The subject of the figural decoration of this hydria is Herakles and Iolaos slaying the Hydra.
Painted in black figure, the scene occupies the upper register on the body of the vessel between the two side handles. Herakles approaches from the right grasping one of the heads of the nine-headed, bearded Hydra with his left hand and raising his club with his right. Herakles is armored in a corslet and greaves. To his right, a large crab pinches Herakles' heel. Iolaos rushes forward from the left grasping one of the Hydra heads with his left hand and preparing to cut it off with the sickle he brandishes in his right. Underneath Iolaos is a small fire.

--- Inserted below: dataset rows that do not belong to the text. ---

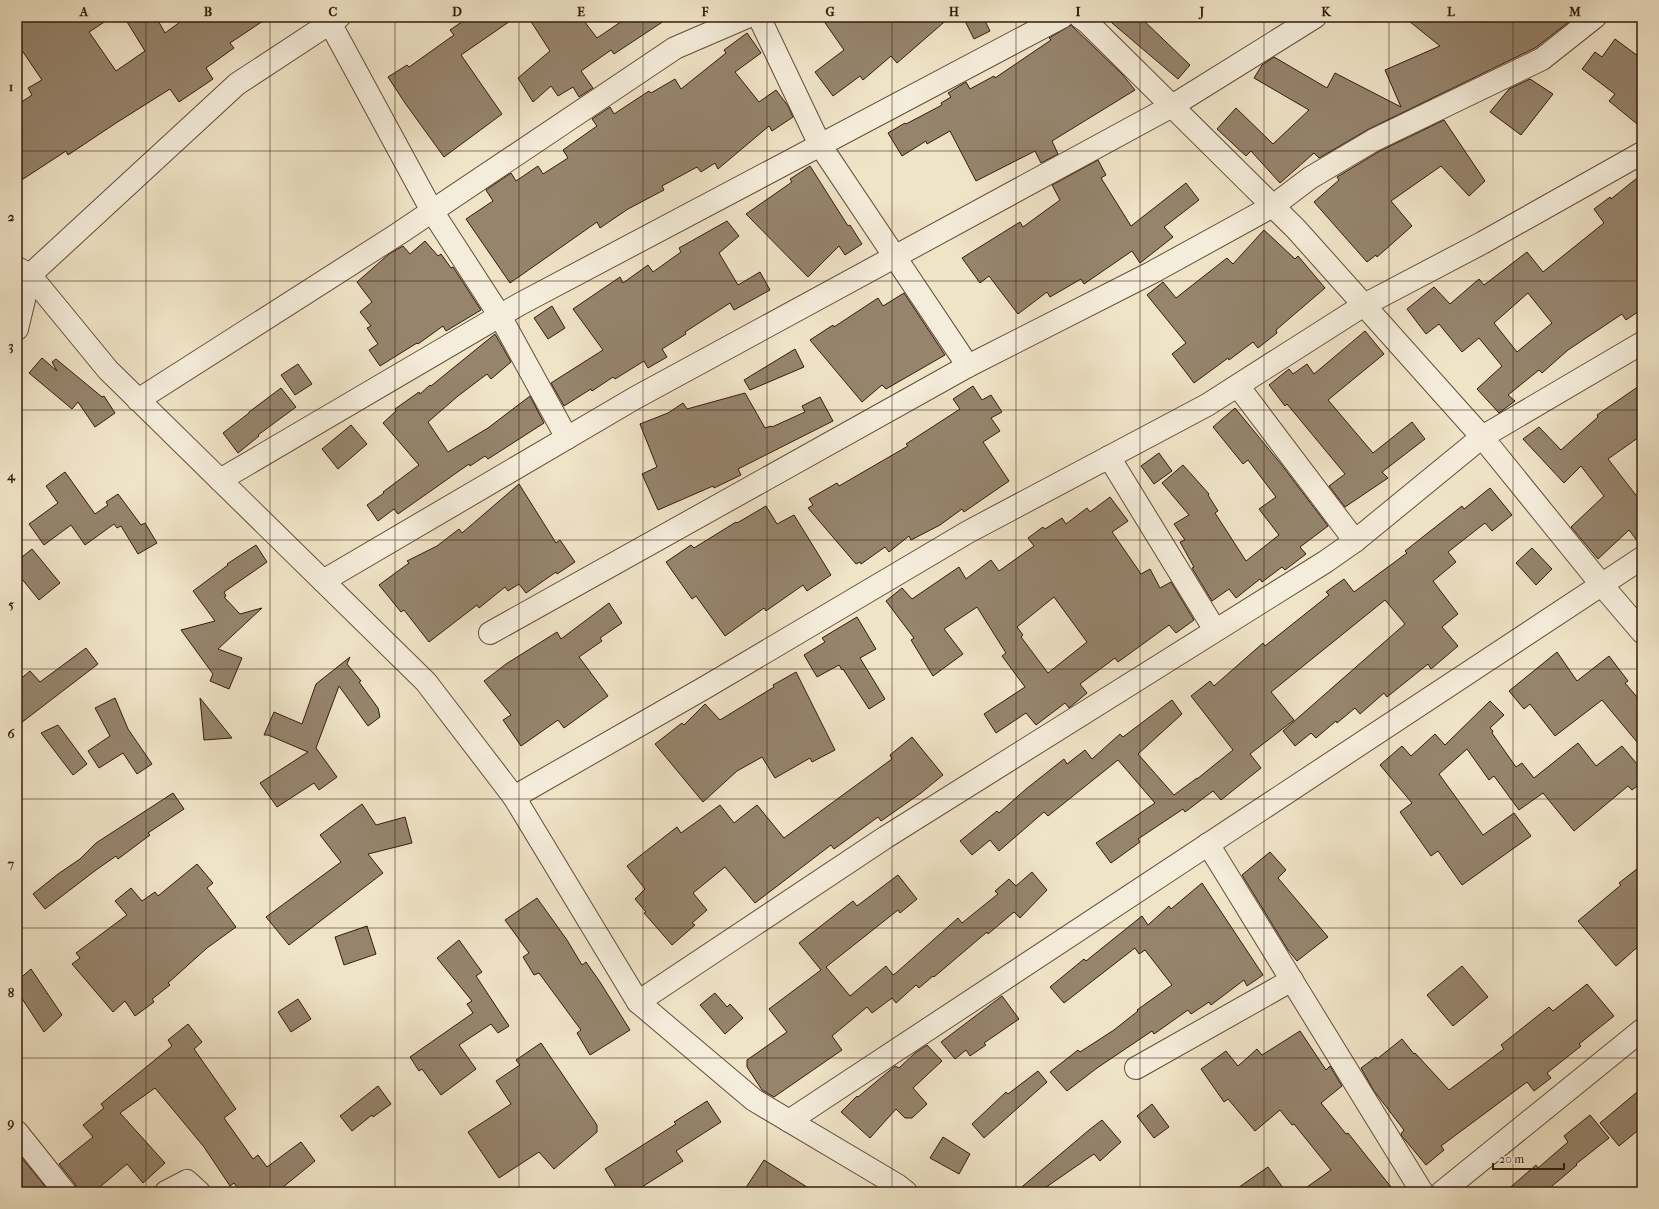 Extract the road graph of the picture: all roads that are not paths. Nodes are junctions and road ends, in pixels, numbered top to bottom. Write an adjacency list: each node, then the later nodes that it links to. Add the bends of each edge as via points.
1 (747, 17): 12 (street, via 675,48)
2 (759, 17): 9 (street)
3 (1062, 17): 9 (street)
4 (1080, 17): 8 (street)
5 (1315, 17): 8 (street)
6 (1595, 17): 11 (street, via 1542,59 1374,140 1310,178)
7 (334, 20): 12 (street); 14 (street, via 237,84)
8 (1172, 106): 11 (street); 13 (street)
9 (820, 145): 13 (street); 16 (street)
10 (1642, 153): 15 (street, via 1482,244)
11 (1273, 206): 15 (street); 19 (street)
12 (432, 211): 16 (street); 21 (street)
13 (895, 257): 19 (street); 23 (street, via 635,398)
14 (24, 272): 17 (street); 21 (street, via 108,370)
15 (1364, 305): 20 (street); 22 (street)
16 (500, 316): 23 (street); 25 (street)
17 (17, 329)
18 (1642, 343): 22 (street)
19 (968, 366): 32 (street)
20 (1238, 386): 24 (street); 26 (street)
21 (138, 400): 25 (street)
22 (1482, 437): 26 (street); 29 (street)
23 (567, 438): 28 (street)
24 (1109, 457): 30 (street); 33 (street, via 968,532)
25 (220, 480): 28 (street)
26 (1355, 541): 30 (street)
27 (1642, 558): 29 (street)
28 (323, 581): 33 (street, via 426,682)
29 (1601, 584): 31 (street); 34 (street)
30 (1215, 630): 36 (street, via 886,837)
31 (1642, 632)
32 (490, 633)
33 (514, 797): 36 (street)
34 (1208, 844): 35 (street); 39 (street)
35 (1292, 980): 38 (street); 45 (street)
36 (638, 1002): 39 (street, via 754,1100)
37 (1642, 1030): 46 (street)
38 (1136, 1068)
39 (789, 1121): 44 (street)
40 (17, 1132): 41 (street)
41 (65, 1192)
42 (166, 1192): 43 (street, via 187,1181)
43 (199, 1192)
44 (906, 1192)
45 (1422, 1192)
46 (1442, 1192)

On the reverse of the vessel, two sphinxes flank the vertical back handle, striding away from the center.
The ornamental decoration on the hydria consists of tongues surrounding the mouth and adorning the foot; a pattern of double lotus leaves and eight pointed stars around the neck; a frieze of ivy decorating the shoulder; and a lotus-palmette frieze on the body underneath the register with the figural decoration. On the base is a pattern of upward pointing rays and on the rim of the vessel is chain of diamonds. Palmettes decorate the area where the side handles are attached.
This hydria is one of a small group of painted vases produced at Caere in Etruria. All these vases appear to come from one workshop, which may have employed two artists. Caeretan hydriai display many of the basic elements of Greek vase-painting reinterpreted for an Etruscan market, using a more vivid range of colors and emphasizing the importance of floral ornament in the decoration. They are unusual in that the artist used a template for the floral decoration, a technique not otherwise known in Greek vase-painting.